20 October 2016

recent gadding.

As a dedicated student, I make it a minor point of pride that I never go anywhere or do anything. (Joke. Don't write in.) I've never felt such kinship with Kierkegaard as when I learned that he used to go to the beginning of an opera, run home and write for the length of the show, and then come back for the end so as to be seen leaving. You're such a nerd, Søren; let's hang out. All of which means only that it's rather a surprising turn of events that I went to two different events in a row at the weekend, a panel at the Art Institute Friday night and a concert on campus Saturday.

clockwise from top: Ware, Panter, Chute, Kokielski.
Art21 Panel—Gary Panter, Chris Ware, and Hillary Chute, with moderator Tina Kokielski. I'm not familiar with Panter's work, but I studied Ware in my lit seminar in the spring, and I've used Chute's work when I've researched academic papers on comics. (Seriously, I can't recommend her book Graphic Women highly enough. She knows the score. Dr. Chute, if you're reading this: you know the score.) This event was hosted in Fullerton Hall, a really beautiful auditorium that I'd never been in before. It didn't have a very clear topic beyond "comics! we like 'em!" and although I also like 'em I think the lack of focus was a major weakness; still and all, the panelists had fascinating things to say and I enjoyed myself tremendously. I took extensive notes, which I won't share here (although hit me up if you want a look), but I am sharing from my notebook the drawings I made of the panelists. The thing about Ware, which I did not manage to capture in my sketch, is that although he remarked on his inability to draw self-portraits in fact he looks like one of his own characters to an almost alarming extent. I am not at all sure what to make of this. He also looks like my Uncle Paul, although that might just be my standard white-man-face-blindness.

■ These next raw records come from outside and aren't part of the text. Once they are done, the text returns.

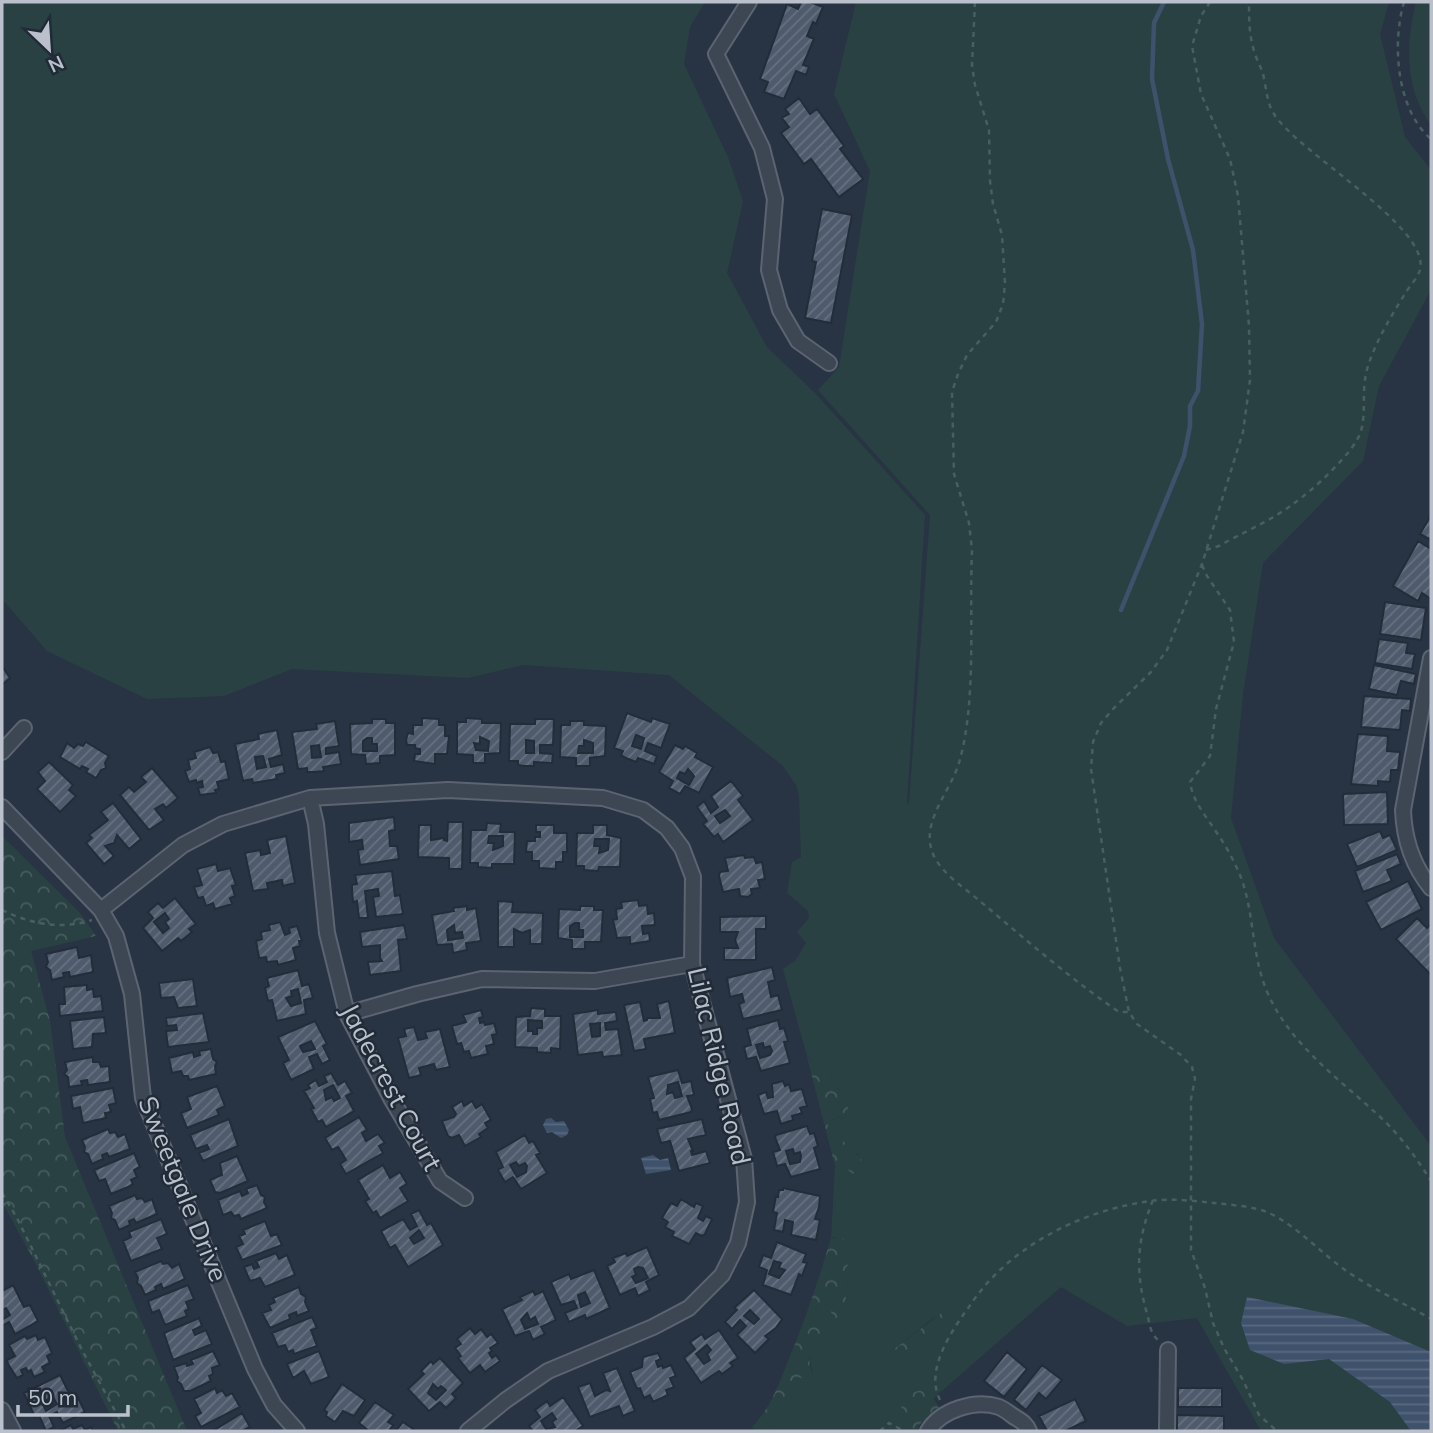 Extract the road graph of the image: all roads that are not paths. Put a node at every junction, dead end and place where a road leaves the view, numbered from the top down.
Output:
1 (749, 2) edge
2 (829, 363) dead end
3 (1431, 658) edge
4 (24, 728) dead end
5 (2, 752) edge
6 (310, 798) junction
7 (2, 807) edge
8 (1431, 888) edge
9 (103, 913) junction
10 (692, 964) junction
11 (347, 1014) junction
12 (465, 1198) dead end
13 (1168, 1350) road end
14 (2, 1410) edge
15 (13, 1431) edge
16 (297, 1431) edge
17 (468, 1431) edge
18 (928, 1431) edge
19 (1029, 1431) edge
20 (1167, 1431) edge

1 - 2 street
3 - 8 street
4 - 5 street
6 - 9 street, Lilac Ridge Road
6 - 10 street, Lilac Ridge Road
6 - 11 street, Jadecrest Court
7 - 9 street, Sweetgale Drive
9 - 16 street, Sweetgale Drive
10 - 11 street
10 - 17 street, Lilac Ridge Road
11 - 12 street, Jadecrest Court
13 - 20 street
14 - 15 street
18 - 19 street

What I am sure of is that everyone involved was very aware that we were there primarily to see Chris; before the discussion they showed a filmed segment of interviews with him interspersed with footage of his home and of him working in his studio. That, and the insight it provided into his process, was one of the most interesting bits. He bikes his young daughter to school every morning [insert here adorable footage of the two of them on a tandem, which delighted me because I used to ride behind my dad on a tandem when I was about her age] and works from eight to 2:45, at which point he goes to pick her up again. It takes about 40 hours to make a page, he said, which includes lots of time spent walking around hating himself—and "there's something interesting about spending a couple decades on a book that takes three or four hours to read." This self-deprecating attitude continued throughout: during the Q&A an audience member asked him to comment on the fact that his early work was much more curmudgeonly than what he's done lately, and looking discomfited he said "I guess I was just a bad artist."

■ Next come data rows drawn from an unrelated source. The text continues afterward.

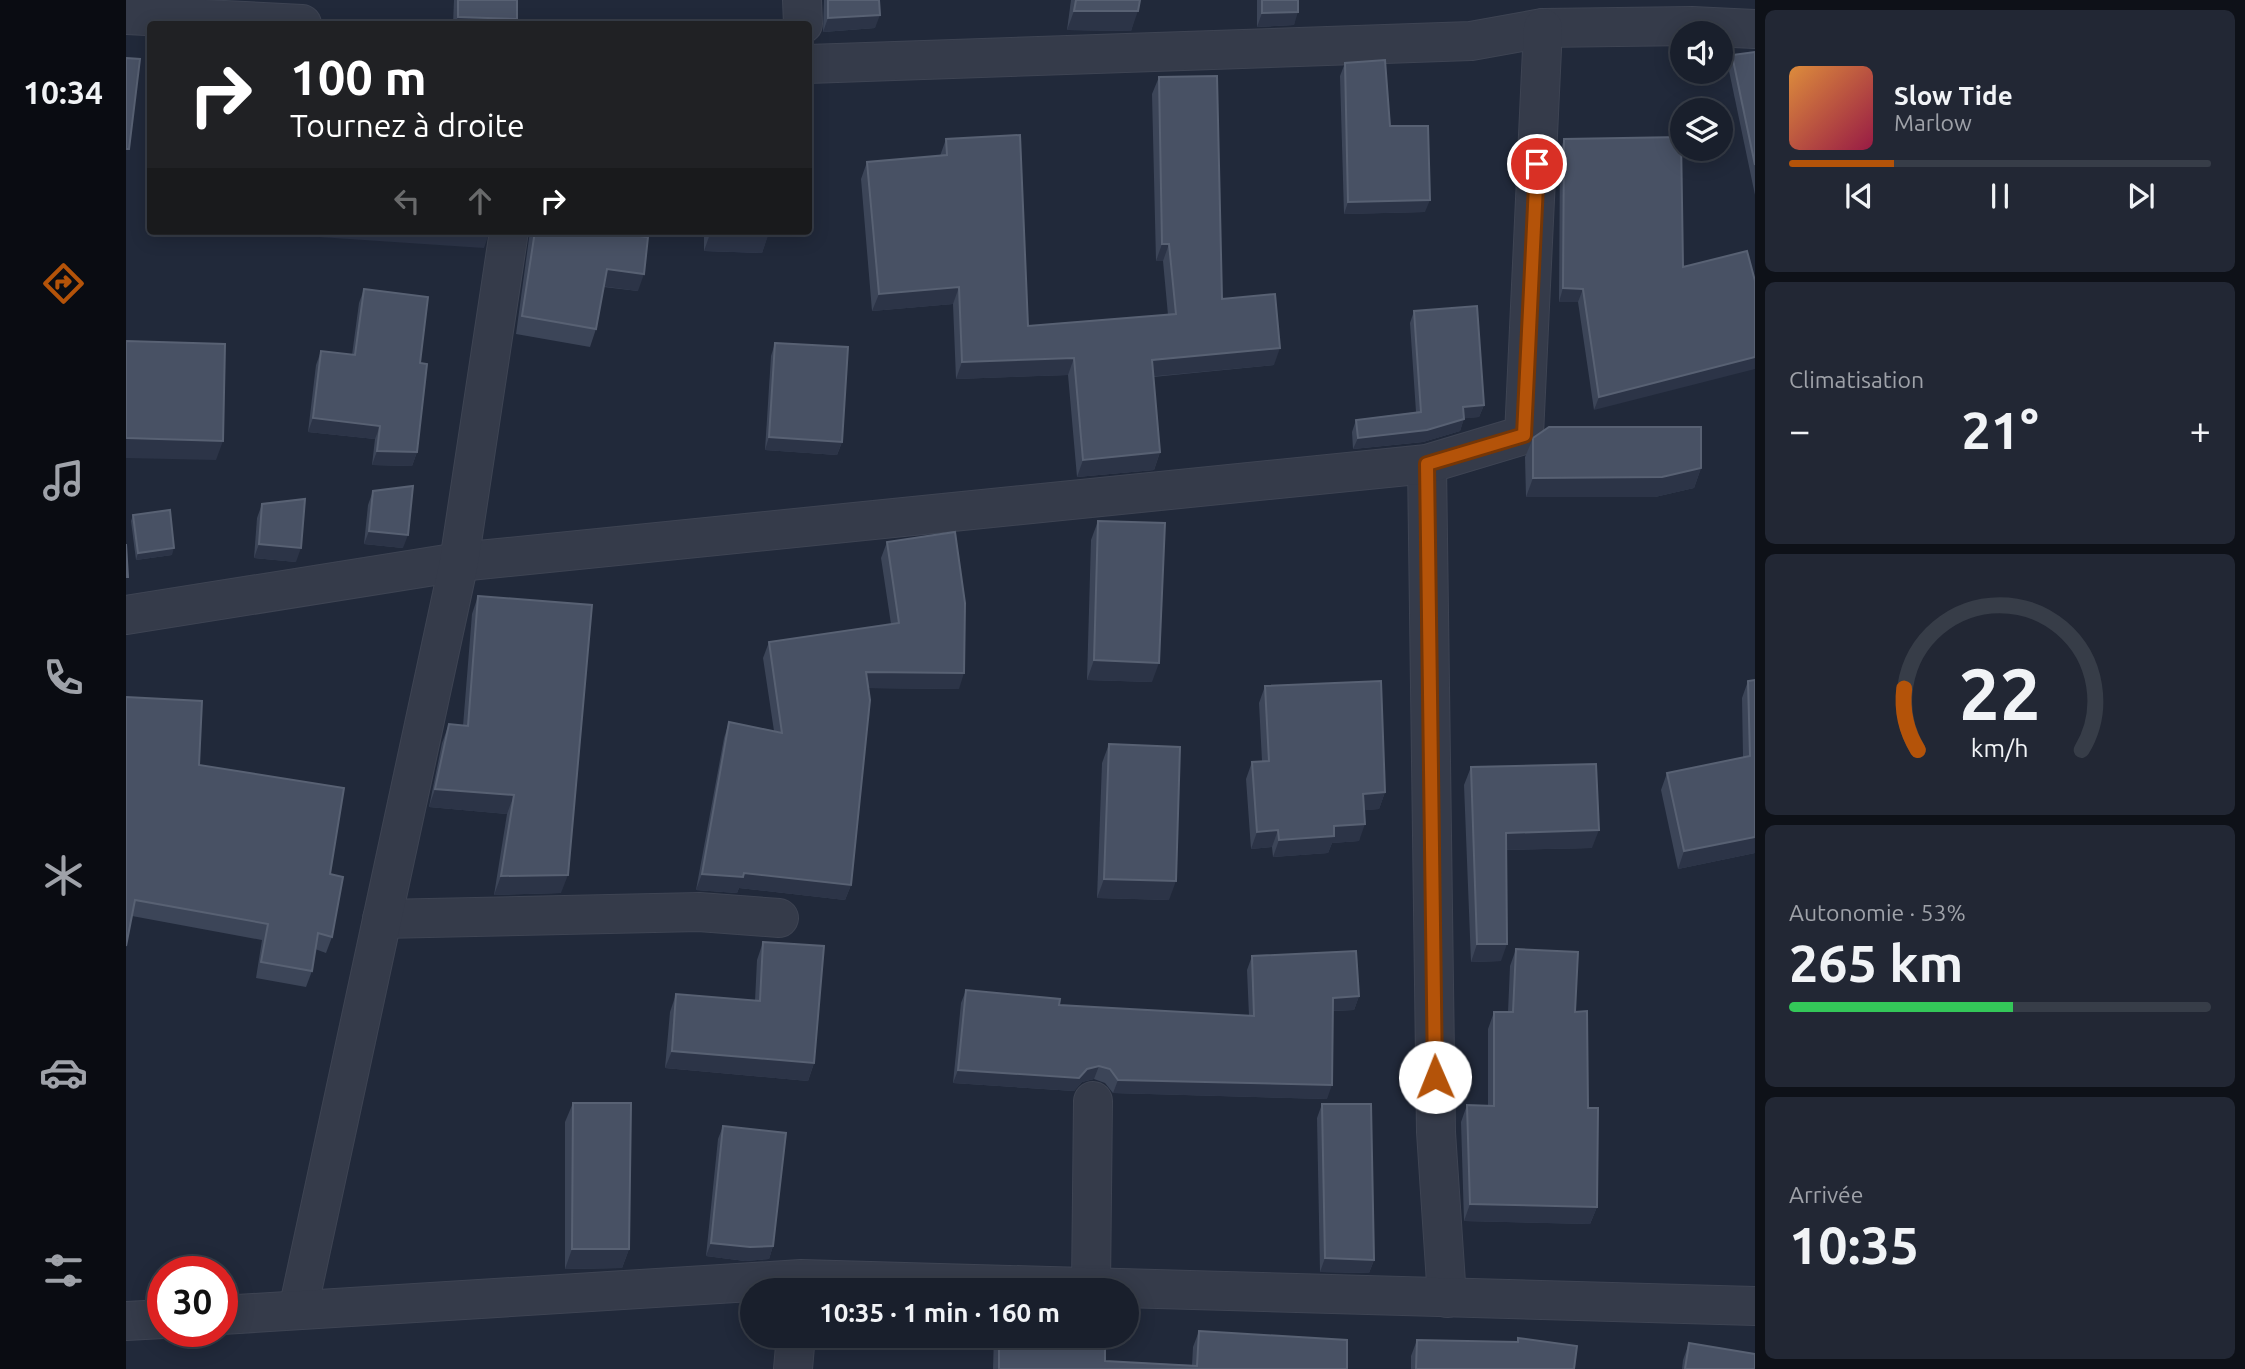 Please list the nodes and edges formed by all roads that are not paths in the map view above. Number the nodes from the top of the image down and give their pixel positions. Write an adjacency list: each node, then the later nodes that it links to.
1 (802, 0): 5 (street)
2 (1688, 13): 6 (street); 7 (street)
3 (126, 15): 4 (street)
4 (243, 21)
5 (803, 21)
6 (1543, 28): 8 (street); 10 (street)
7 (1755, 29)
8 (812, 64)
9 (508, 235): 11 (street)
10 (1427, 464): 11 (street); 19 (street)
11 (459, 562): 12 (street); 14 (street)
12 (126, 615)
13 (779, 918): 14 (street)
14 (382, 919): 21 (street)
15 (1093, 1101): 16 (street)
16 (1091, 1278)
17 (740, 1287): 21 (street)
18 (1139, 1288): 19 (street)
19 (1447, 1298): 20 (street)
20 (1755, 1306)
21 (298, 1310): 22 (street)
22 (238, 1314)
23 (147, 1320): 24 (street)
24 (126, 1321)
25 (795, 1348): 26 (street)
26 (793, 1369)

Andrew Peterson at Pierce Auditorium. I don't really listen to music. There are a few artists I love with all my heart—come talk to me about Martin Carthy—and I'm vaguely fond of several others, but when I listen to something it's usually a podcast or radio program, and thinking about music doesn't often take up very much of my brainspace. I certainly don't go to concerts. The other aspect of all this is that when I listen to music don't listen to Christian music. I'm not happy about it, but there it is: Christian music today is mostly not very good. It saves time to take that for granted. This is why, when I went to the chapel that Andrew Peterson did last Friday morning, I was astonished to find out that he's actually good. No, really, he's proper good, like a male Carrie Newcomer. (He is not as good as Carrie Newcomer.) He can write lyrics, and he's got a lovely voice, besides which he's very funny.

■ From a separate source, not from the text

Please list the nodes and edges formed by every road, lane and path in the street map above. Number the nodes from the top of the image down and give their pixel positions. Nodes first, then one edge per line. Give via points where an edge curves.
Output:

I went therefore to his Saturday night concert, which was a longer version of his chapel set. It was transcendent; there wasn't a song that wasn't beautiful, and as soon as I left the building I texted my mother saying "if I feel as though the top of my head has been removed I know THAT is poetry." I can't talk about it in very much detail, because I don't understand music and I'm not familiar enough with his work to know the names of the songs he sang and because anyway it's so hard to write about art you loved (it's easier to be smugly cutting than honestly appreciative), but I will say that because of Paul Simon's recent birthday he played both "Homeward Bound" and "Song for the Asking," two songs which I adore with all my shriveled little heart. So, a win!